LPL Financial has agreed to pay a $275,000 penalty for violating customers' privacy, the Securities and Exchange Commission said Thursday.
LPL Financial has agreed to pay a $275,000 penalty for violating customers' privacy, the Securities and Exchange Commission said Thursday.
In July 2007, at least 10,000 customers were left vulnerable to identity theft following a series of hacking incidents into Boston-based LPL's online trading platform as a result of the brokerage firm's failure to adopt policies and procedures to safeguard customers' personal information, the SEC said in a statement (InvestmentNews, July 8
).
LPL, which has more than 1 million customer accounts, agreed to pay the fine without admitting or denying the findings.
In mid-2006, LPL conducted an internal audit that identified inadequate security controls at its branch offices and specifically identified a risk from hacking, according to the SEC. But LPL failed to take timely corrective action, the SEC said.
LPL didn't implement increased security measures before the hacking incidents began in July 2007. It experienced "multiple" hacking incidents between then and early 2008, and unauthorized people gained access to the online trading platform for its registered representatives, the SEC said.
Perpetrators placed or tried to place 209 unauthorized securities trades worth more than $700,000 in 68 customer accounts, the SEC said.
About 8,100 LPL independent-contractor representatives operate from 3,600 branch offices.
LPL "disregarded" its responsibility to protect customers' private information, "even in the face of known security deficiencies, and information of at least 10,000 customers may have been exposed as a result," Rosalind Tyson, SEC Los Angeles' regional office director, said in the statement.
This year, the SEC proposed new regulations on how customer information is to be safeguarded.

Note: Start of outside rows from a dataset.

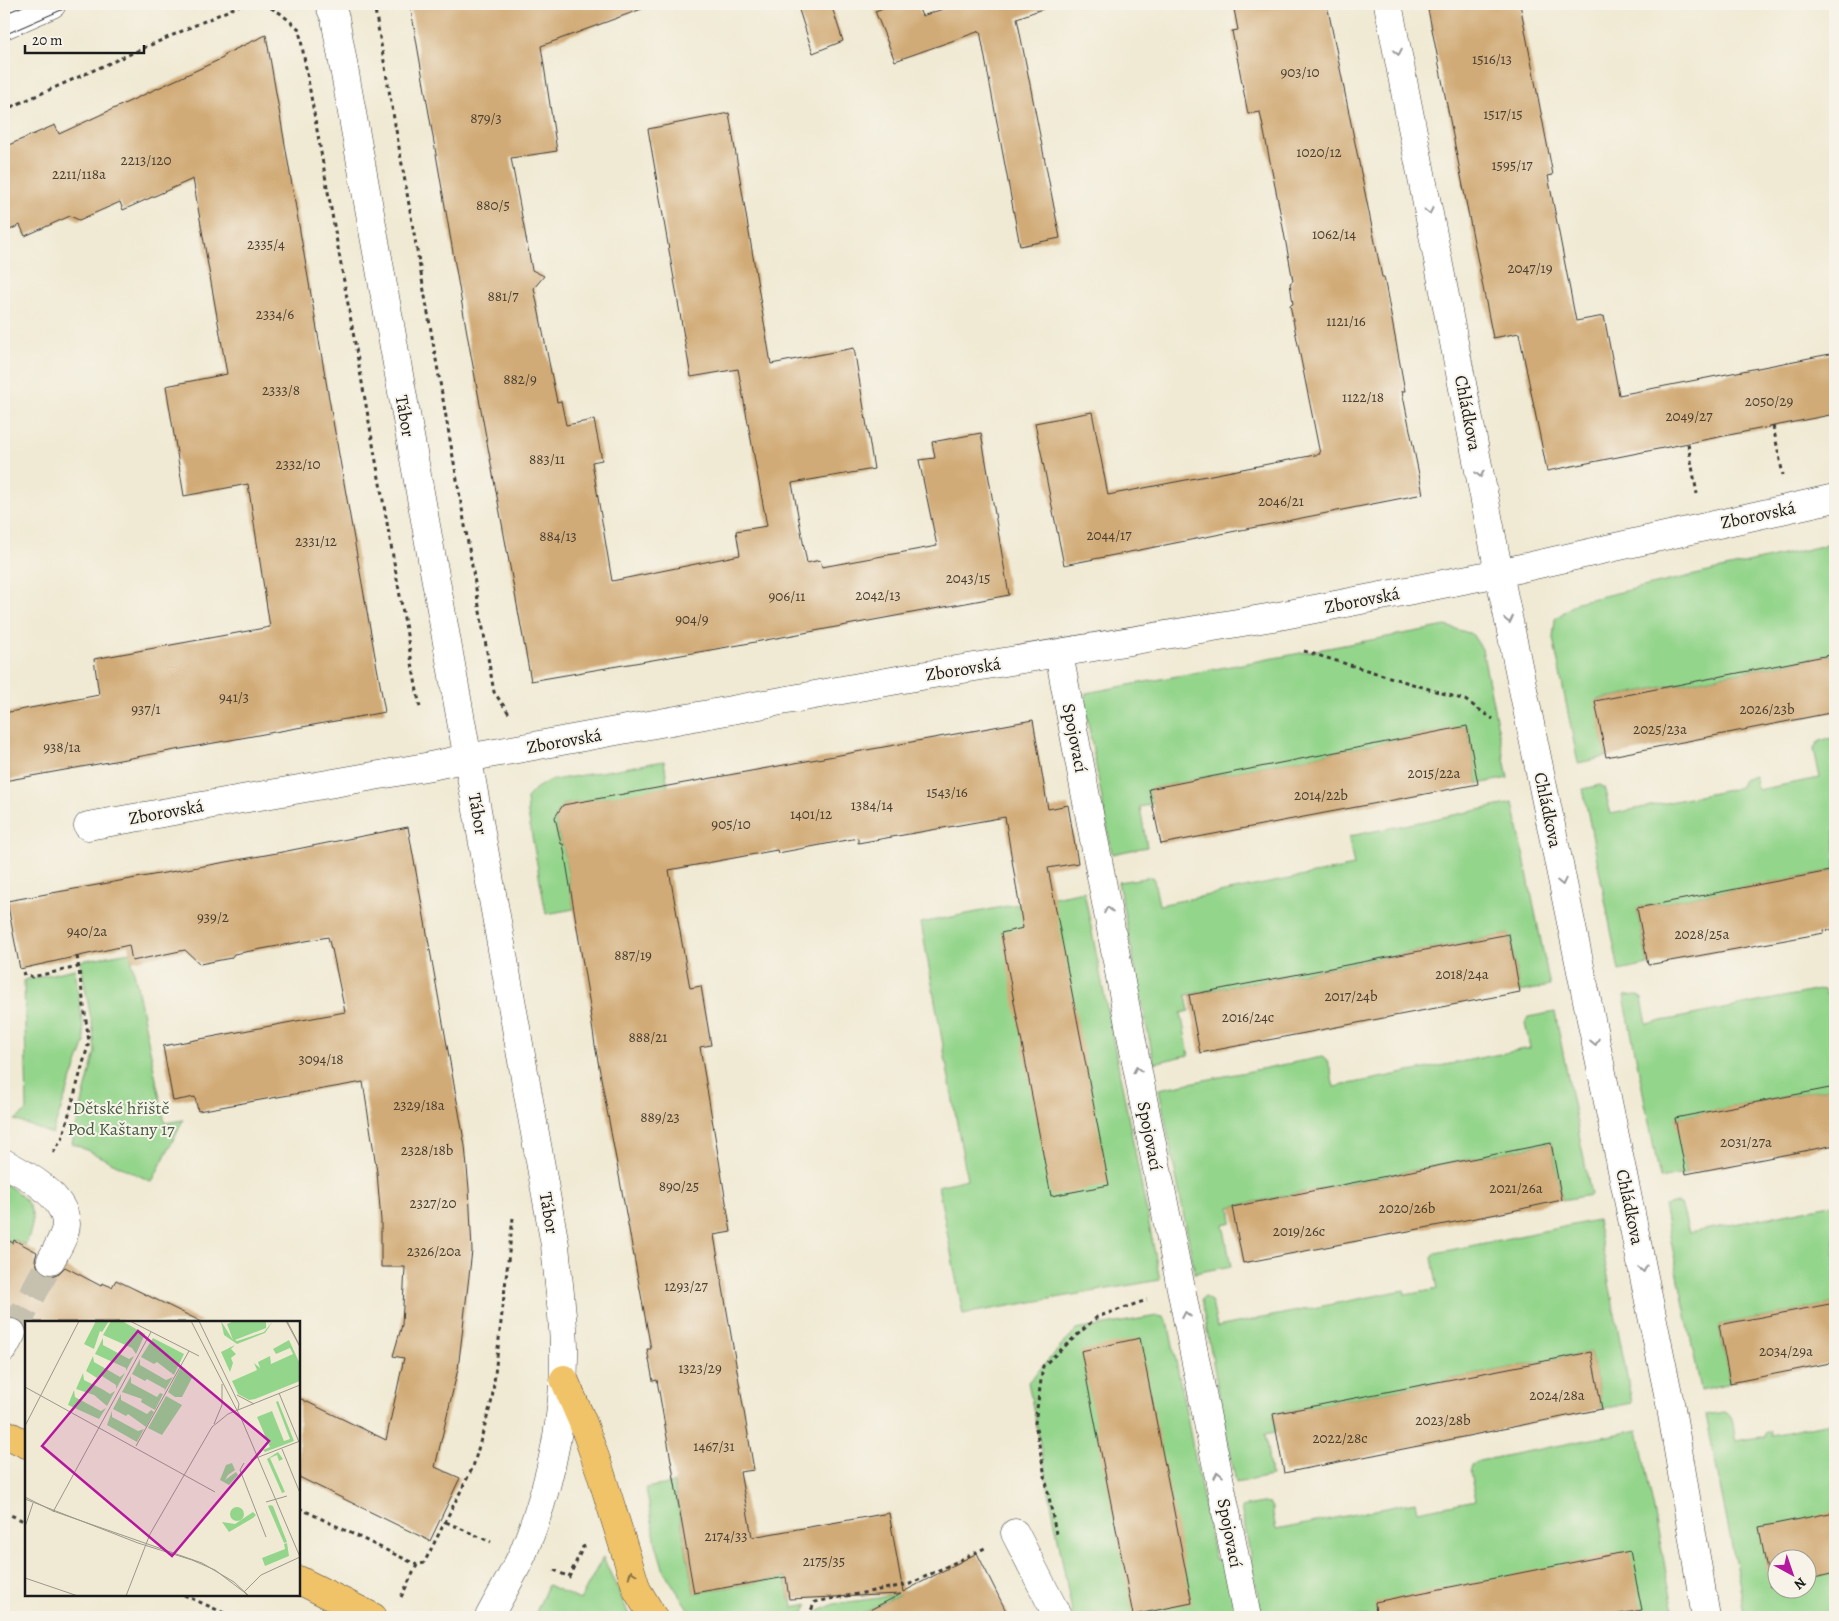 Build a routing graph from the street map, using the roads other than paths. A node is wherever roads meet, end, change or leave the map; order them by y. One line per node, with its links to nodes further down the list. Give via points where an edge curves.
1 (52, 4): 4 (street)
2 (330, 4): 8 (street, Tábor)
3 (1388, 4): 6 (street, Chládkova, one-way to 6)
4 (4, 24)
5 (1835, 498): 6 (street, Zborovská)
6 (1499, 573): 7 (street, Zborovská); 22 (street, Chládkova, one-way to 22, via 1671,1408)
7 (1059, 654): 8 (street, Zborovská); 21 (street, Spojovací, one-way to 7, via 1144,1104)
8 (467, 758): 9 (street, Zborovská); 12 (street, Tábor, via 555,1245)
9 (88, 826)
10 (4, 1163): 11 (street, via 37,1180 60,1206 66,1222 65,1230)
11 (51, 1260)
12 (564, 1379): 18 (street, Tábor, via 545,1493 522,1556); 19 (main road, one-way to 12, via 637,1590 600,1471)
13 (4, 1433): 14 (main road)
14 (25, 1444)
15 (1015, 1533): 20 (street)
16 (300, 1580): 17 (main road)
17 (373, 1617)
18 (489, 1617)
19 (653, 1617)
20 (1058, 1617)
21 (1247, 1617)
22 (1706, 1617)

"Last year, a very small number of our advisers and their clients were affected by Internet ID breaches. These incidents were not related to any companywide breach of the LPL Financial firewalls but rather resulted from the theft of legitimate user names and passwords," Eric Miller, a spokesman for LPL, wrote in an e-mail.
"Fortunately, we identified the intrusion early on and not a single client lost money," he wrote. "We are putting in place new technology initiatives and industry best-practice standards designed to ensure — to the extent we reasonably can — that this will never happen again."
LPL isn't the only firm that has experienced security breaches. Last year, financial advisers who used Jersey City, N.J.-based TD Ameritrade Institutional's platform received apology letters after a hacker stole vital information (InvestmentNews, Sept. 14, 2007).
In 2006, Ameriprise Financial Inc. of Minneapolis mailed letters to 158,000 clients whose names and internal Ameriprise account numbers were stored in a company laptop computer that had been stolen from an employee's car (InvestmentNews, Jan. 26, 2006).